Dauvilliers et al. (2020)[@135942] Randomized, double-blind, placebo-controlled, and active-controlled dose-response phase 2 study involving patients aged 18-64 who met the DSM-V criteria for insomnia disorder. Patients received placebo, 5, 10, 25, or 50 mg daridorexant, or 10 mg zolpidem and LSO, WASO, and adverse effects were recorded. Significant dose-response relationship (p < 0.011) was found in reduction of WASO and LASP from baseline to days 1 and 2 with daridorexant when compared to placebo. Incidence of adverse events was 35%, 38%, 38%, and 34% in subjects treated with 5, 10, 25, and 50 mg daridorexant, respectively, compared with 30% for placebo and 40% for 10 mg zolpidem. When compared to placebo and zolpidem, daridorexant showed significant improvement in sleep induction and maintenance with a minimal side effect profile and insignificant potential for residual next-morning sleepiness.

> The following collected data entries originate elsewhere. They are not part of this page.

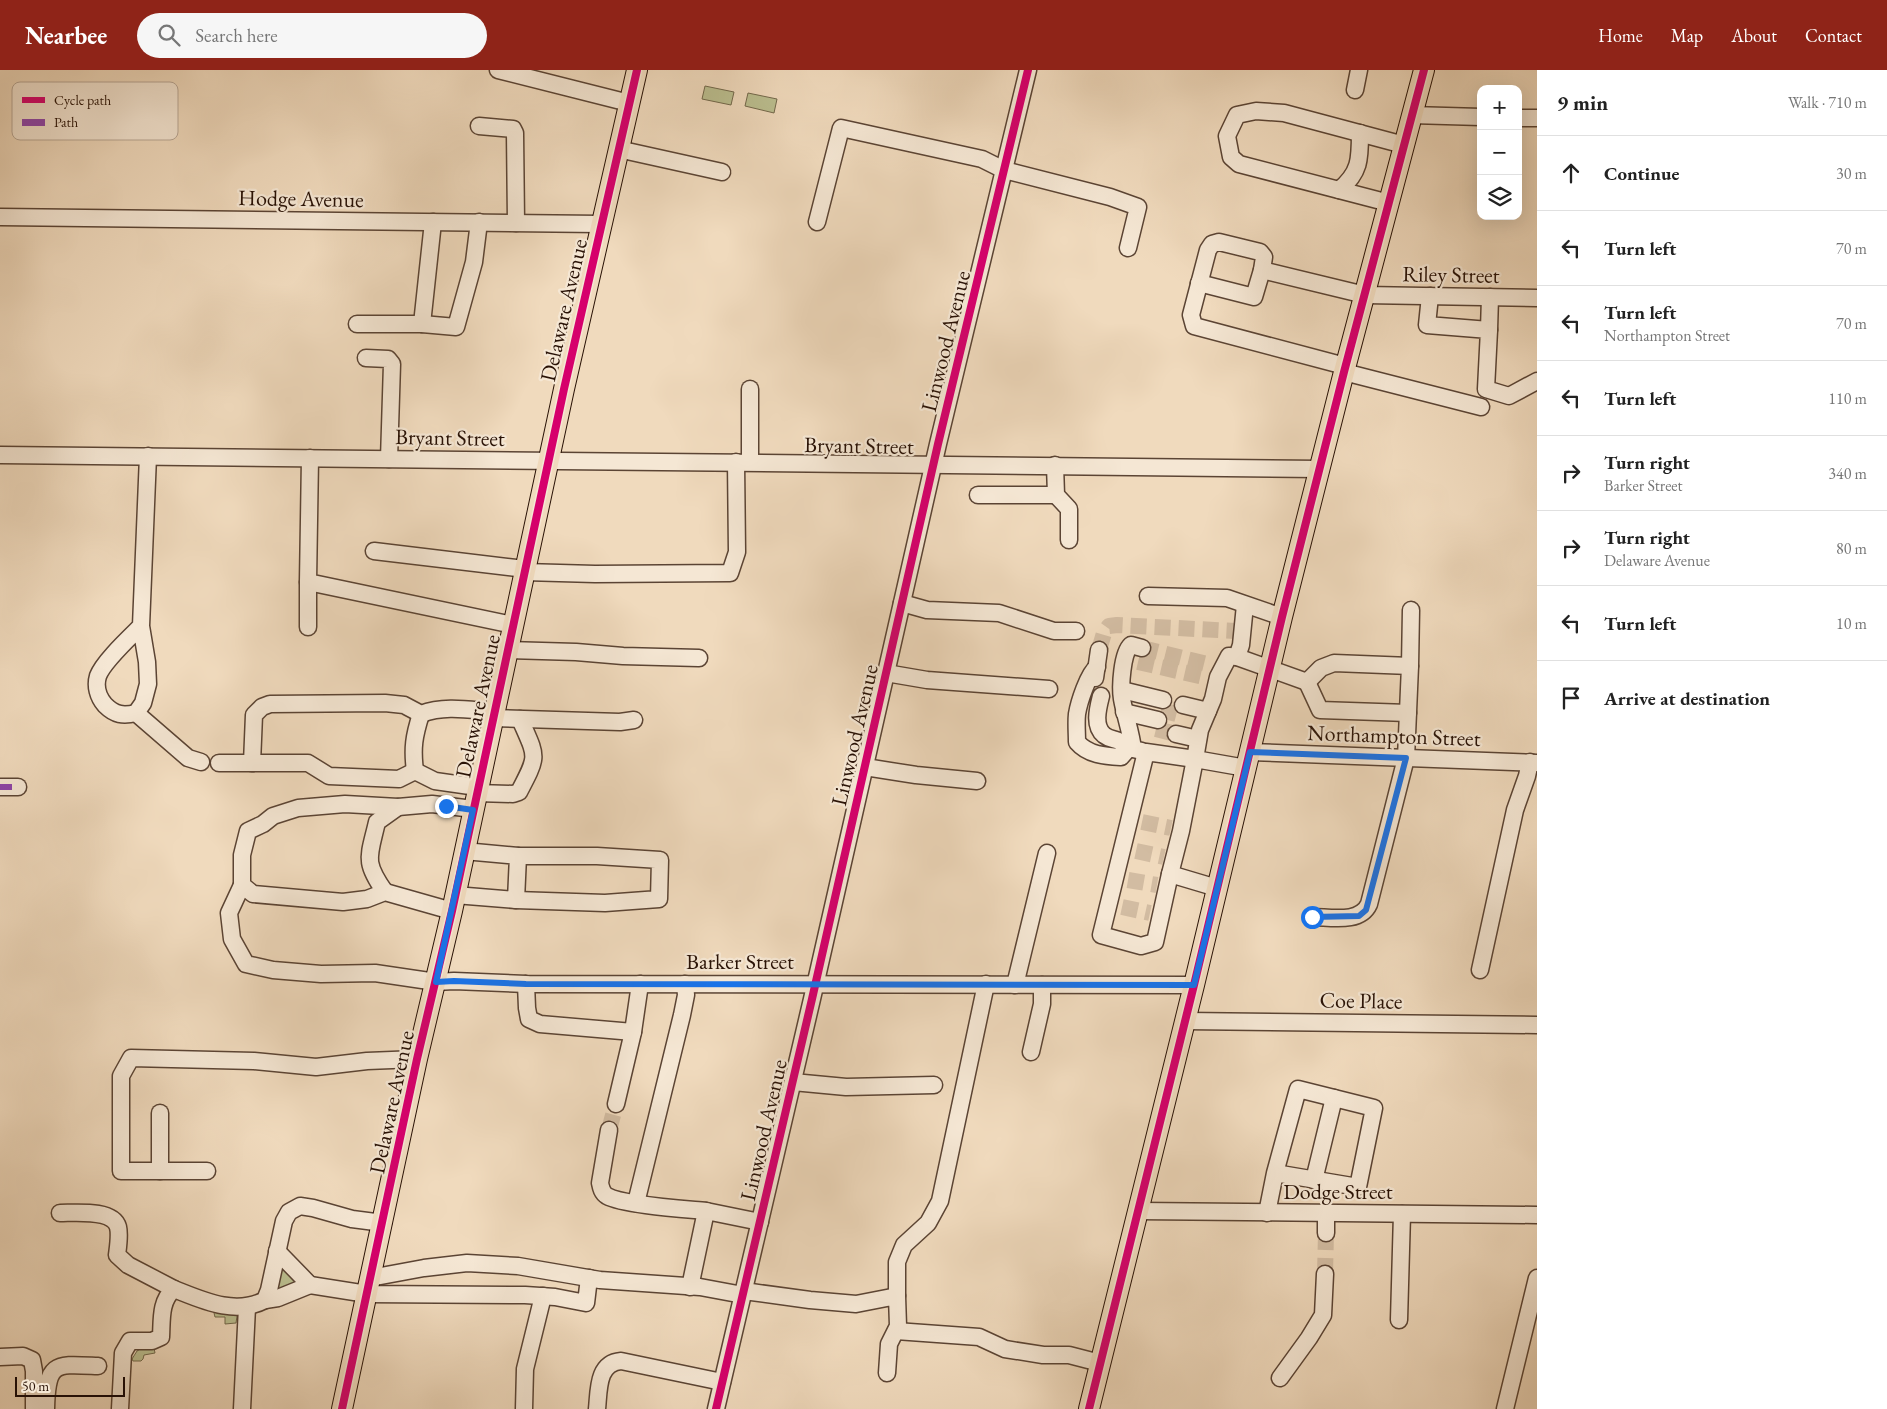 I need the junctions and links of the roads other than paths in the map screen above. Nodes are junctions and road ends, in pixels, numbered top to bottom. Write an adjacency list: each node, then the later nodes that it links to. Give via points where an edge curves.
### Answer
1 (498, 70): 7 (street)
2 (637, 70): 7 (main road, Delaware Avenue)
3 (1028, 70): 16 (street, Linwood Avenue)
4 (1359, 70): 6 (street)
5 (1424, 70): 8 (main road)
6 (1355, 90)
7 (629, 102): 15 (main road, Delaware Avenue)
8 (1412, 116): 9 (street); 14 (main road)
9 (1477, 117)
10 (1522, 118): 11 (street)
11 (1537, 118)
12 (479, 126): 24 (street, via 513,129 515,133)
13 (1360, 133): 14 (street); 18 (street, via 1355,173); 18 (street, via 1284,113 1256,111 1237,115 1227,136 1231,157 1239,164)
14 (1404, 145): 19 (main road)
15 (618, 149): 17 (street); 25 (main road, Delaware Avenue)
16 (1004, 170): 23 (street, via 982,159 841,128); 26 (street, via 1138,206); 47 (street, Linwood Avenue)
17 (722, 172)
18 (1339, 190): 19 (street)
19 (1389, 203): 29 (main road)
20 (0, 217): 21 (street, Hodge Avenue)
21 (433, 222): 22 (street, Hodge Avenue); 34 (street)
22 (479, 222): 24 (street, Hodge Avenue); 34 (street, via 474,262 456,327)
23 (817, 222)
24 (516, 223): 25 (street, Hodge Avenue)
25 (601, 224): 45 (main road, Delaware Avenue)
26 (1128, 248)
27 (1262, 270): 28 (street, via 1254,297); 28 (street, via 1264,260 1260,252 1215,242 1208,250); 29 (street, Riley Street)
28 (1200, 283): 37 (street, via 1191,315 1198,328)
29 (1365, 295): 30 (street, Riley Street); 37 (main road)
30 (1430, 296): 31 (street, Riley Street); 35 (street, via 1427,325)
31 (1490, 297): 32 (street, Riley Street); 35 (street)
32 (1537, 298)
33 (357, 324): 34 (street)
34 (422, 324)
35 (1489, 330): 40 (street)
36 (366, 358): 44 (street, via 388,359 392,364)
37 (1344, 369): 40 (street, via 1479,406); 49 (main road)
38 (1537, 381): 40 (street, via 1509,396)
39 (750, 389): 46 (street)
40 (1486, 389)
41 (0, 455): 42 (street, Bryant Street)
42 (148, 456): 43 (street, Bryant Street); 62 (street)
43 (310, 458): 44 (street, Bryant Street); 55 (street)
44 (389, 459): 45 (street, Bryant Street)
45 (548, 460): 46 (street, Bryant Street); 54 (main road, Delaware Avenue)
46 (743, 462): 47 (street, Bryant Street); 54 (street, via 737,552 730,573 595,574)
47 (934, 464): 48 (street, Bryant Street); 57 (street, Linwood Avenue)
48 (1055, 465): 49 (street, Bryant Street); 51 (street)
49 (1320, 469): 60 (main road)
50 (978, 495): 51 (street)
51 (1056, 495): 52 (street, via 1069,509)
52 (1069, 540)
53 (374, 551): 54 (street)
54 (524, 570): 61 (main road, Delaware Avenue)
55 (308, 582): 61 (street); 63 (street)
56 (1148, 596): 58 (street, via 1227,598)
57 (902, 603): 64 (street, via 927,610 999,613 1054,631); 73 (street, Linwood Avenue)
58 (1245, 605): 60 (street); 69 (street)
59 (1412, 610): 70 (street)
60 (1282, 617): 72 (main road)
61 (513, 625): 65 (main road, Delaware Avenue)
62 (141, 626): 77 (street, via 148,684 143,703); 77 (street, via 98,675 97,689 101,700 112,712 124,716)
63 (308, 627)
64 (1076, 631)
65 (507, 650): 68 (street); 80 (main road, Delaware Avenue)
66 (1098, 650): 71 (street)
67 (1134, 653): 76 (street)
68 (699, 658)
69 (1232, 658): 72 (street); 83 (street, via 1211,674)
70 (1410, 666): 74 (street, via 1334,663 1321,668); 78 (street)
71 (1097, 668): 84 (street, via 1102,675 1097,712 1099,728 1105,736); 84 (street, Northampton Street, via 1085,710 1090,734 1102,745)
72 (1269, 670): 74 (street); 87 (main road)
73 (886, 673): 75 (street, via 926,680); 92 (street, Linwood Avenue)
74 (1307, 682): 78 (street, via 1320,710)
75 (1049, 689)
76 (1124, 706): 76 (street, via 1160,715); 84 (street)
77 (136, 713): 88 (street, via 188,758)
78 (1408, 713): 85 (street)
79 (421, 714): 80 (street, via 447,708); 90 (street, via 404,705 385,703 270,704 254,715); 93 (street, via 412,750)
80 (493, 715): 81 (street); 97 (main road, Delaware Avenue)
81 (520, 719): 82 (street); 97 (street, via 534,755 532,767 519,792)
82 (634, 720)
83 (1203, 725): 83 (street, via 1179,720); 86 (street)
84 (1136, 750): 86 (street, Northampton Street); 102 (street, via 1136,821 1116,905 1101,935 1141,946 1154,942 1155,914)
85 (1406, 758): 87 (street, Northampton Street); 91 (street, Northampton Street); 108 (street, via 1366,910 1359,916)
86 (1195, 759): 87 (street, Northampton Street); 102 (street)
87 (1248, 760): 104 (main road)
88 (201, 762)
89 (219, 763): 90 (street)
90 (252, 763): 93 (street, via 308,763 329,776 399,779)
91 (1533, 763): 109 (street, via 1515,810)
92 (865, 767): 94 (street); 114 (street, Linwood Avenue)
93 (415, 771): 97 (street)
94 (977, 781)
95 (0, 787): 96 (street)
96 (18, 787)
97 (475, 797): 98 (street); 99 (main road, Delaware Avenue)
98 (398, 808): 103 (street, via 346,804 298,808 273,816 248,832 242,855); 105 (street, via 377,822 369,861 373,875)
99 (464, 851): 101 (street); 107 (main road, Delaware Avenue)
100 (1047, 853): 116 (street)
101 (518, 856): 106 (street); 106 (street, via 660,860 659,899 605,903)
102 (1166, 872): 104 (street)
103 (242, 885): 105 (street, via 253,894 343,902); 110 (street, Barker Street, via 229,913 232,939 246,964 273,970 321,974 375,973)
104 (1217, 888): 118 (main road)
105 (385, 892): 107 (street)
106 (516, 900): 107 (street)
107 (454, 903): 110 (main road, Delaware Avenue)
108 (1312, 917)
109 (1480, 970)
110 (436, 982): 111 (street, Barker Street); 123 (main road, Delaware Avenue)
111 (526, 984): 112 (street, Barker Street); 121 (street, via 529,1019 540,1024)
112 (640, 984): 113 (street, Barker Street); 121 (street)
113 (685, 984): 114 (street, Barker Street); 134 (street, via 682,1015)
114 (816, 984): 115 (street, Barker Street); 124 (street, Linwood Avenue)
115 (986, 984): 116 (street, Barker Street); 155 (street, via 940,1201 928,1223 904,1245 897,1262)
116 (1015, 985): 117 (street, Barker Street)
117 (1042, 985): 118 (street, Barker Street); 122 (street, via 1042,1004)
118 (1194, 985): 119 (main road)
119 (1185, 1021): 120 (street, Coe Place); 136 (main road)
120 (1537, 1025)
121 (633, 1032): 127 (street)
122 (1031, 1052)
123 (417, 1059): 130 (street, via 316,1067 254,1061 131,1058 122,1076 120,1171); 143 (main road, Delaware Avenue)
124 (793, 1082): 125 (street, via 846,1086); 142 (street, Linwood Avenue)
125 (934, 1085)
126 (1334, 1098): 132 (street, via 1298,1090); 133 (street); 133 (street, via 1374,1108 1358,1187)
127 (616, 1104)
128 (160, 1113): 130 (street)
129 (610, 1130): 134 (street, via 601,1189 607,1196)
130 (160, 1171): 131 (street)
131 (207, 1171)
132 (1275, 1173): 133 (street); 138 (street)
133 (1314, 1180)
134 (636, 1203): 135 (street)
135 (706, 1211): 142 (street); 151 (street)
136 (1138, 1211): 138 (street, Dodge Street); 161 (main road)
137 (60, 1213): 152 (street, via 106,1215 115,1220 119,1228 117,1255)
138 (1267, 1213): 139 (street, Dodge Street)
139 (1326, 1214): 140 (street, Dodge Street); 144 (street)
140 (1402, 1214): 141 (street, Dodge Street); 158 (street)
141 (1537, 1215)
142 (760, 1222): 153 (street, Linwood Avenue)
143 (383, 1223): 145 (street, via 352,1220 300,1206 289,1212 284,1221); 150 (main road, Delaware Avenue)
144 (1326, 1233)
145 (277, 1250): 149 (street); 156 (street)
146 (1326, 1274): 164 (street, via 1323,1315)
147 (589, 1278): 150 (street, via 518,1266 467,1263 424,1268); 151 (street); 154 (street, via 586,1303)
148 (1537, 1278): 175 (street)
149 (310, 1285): 150 (street); 156 (street)
150 (369, 1286): 154 (street); 170 (main road, Delaware Avenue)
151 (690, 1286): 153 (street)
152 (174, 1289): 157 (street, via 205,1302); 168 (street, via 162,1307 161,1337 152,1341 130,1341 123,1353)
153 (743, 1293): 155 (street, via 856,1304); 165 (street, Linwood Avenue)
154 (542, 1296): 171 (street, via 525,1369)
155 (897, 1296): 159 (street)
156 (264, 1300): 157 (street)
157 (247, 1307): 169 (street)
158 (1399, 1320)
159 (896, 1331): 161 (street, via 979,1337 1005,1349 1069,1355); 163 (street, via 889,1344)
160 (0, 1357): 166 (street, via 23,1356 32,1360)
161 (1100, 1363): 174 (main road)
162 (98, 1366): 167 (street, via 56,1367 48,1380)
163 (888, 1373)
164 (1280, 1378)
165 (722, 1382): 172 (street, via 621,1361 611,1362 605,1367 599,1384); 173 (street, Linwood Avenue)
166 (34, 1409)
167 (46, 1409)
168 (120, 1409)
169 (242, 1409)
170 (342, 1409)
171 (524, 1409)
172 (597, 1409)
173 (716, 1409)
174 (1089, 1409)
175 (1505, 1409)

Ufer et al. (2022)[@135939] Randomized, double-blind, double-dummy, placebo- and active-controlled 6 period crossover study that included healthy patients aged 18-55 who reported being a recreational user of sedatives defined by at least 10 lifetime recreational uses and at least one occasion within 12 weeks prior to screening. Patients were randomly given 50, 100, or 150 mg of daridorexant, 150 mg suvorexant, 30 mg zolpidem, or placebo and the drug-liking VAS was assessed after over 24 hours. The drug-liking VAS of 50 mg daridorexant was significantly lower when compared to suvorexant and zolpidem (p < 0.0001). However, 100 mg and 150 mg daridorexant had similar drug-liking VAS when compared to suvorexant and zolpidem and increased with each dose when compared to placebo. Higher doses of daridorexant are comparative to suvorexant and zolpidem concerning the potential for abuse, making it an important factor to consider when considering daridorexant for the use of insomnia.
Muehlan et al. (2020)[@135945] Randomized, placebo- and active-controlled, 4-way crossover study including 60 healthy patients aged 50-79. Participants were randomized to receive 50 or 100 mg daridorexant, 7.5 mg zopiclone, or placebo and then SDLP was assessed to determine drug effect on driving performance. SDLP was significantly increased with 7.5 mg zopiclone when compared to placebo on day 2 and day 5. SDLP was significantly increased by 2.19 with 50 mg daridorexant and 4.43 with 100 mg daridorexant on day 2 when compared to placebo. In contrast, SDLP values for both doses were significantly below the threshold of impairment (2.6 cm) and similar to the placebo. Daridorexant can potentiate impaired driving performance after initial dose but not after repeated dosing; therefore, patients should be cautioned about driving when using daridorexant for insomnia.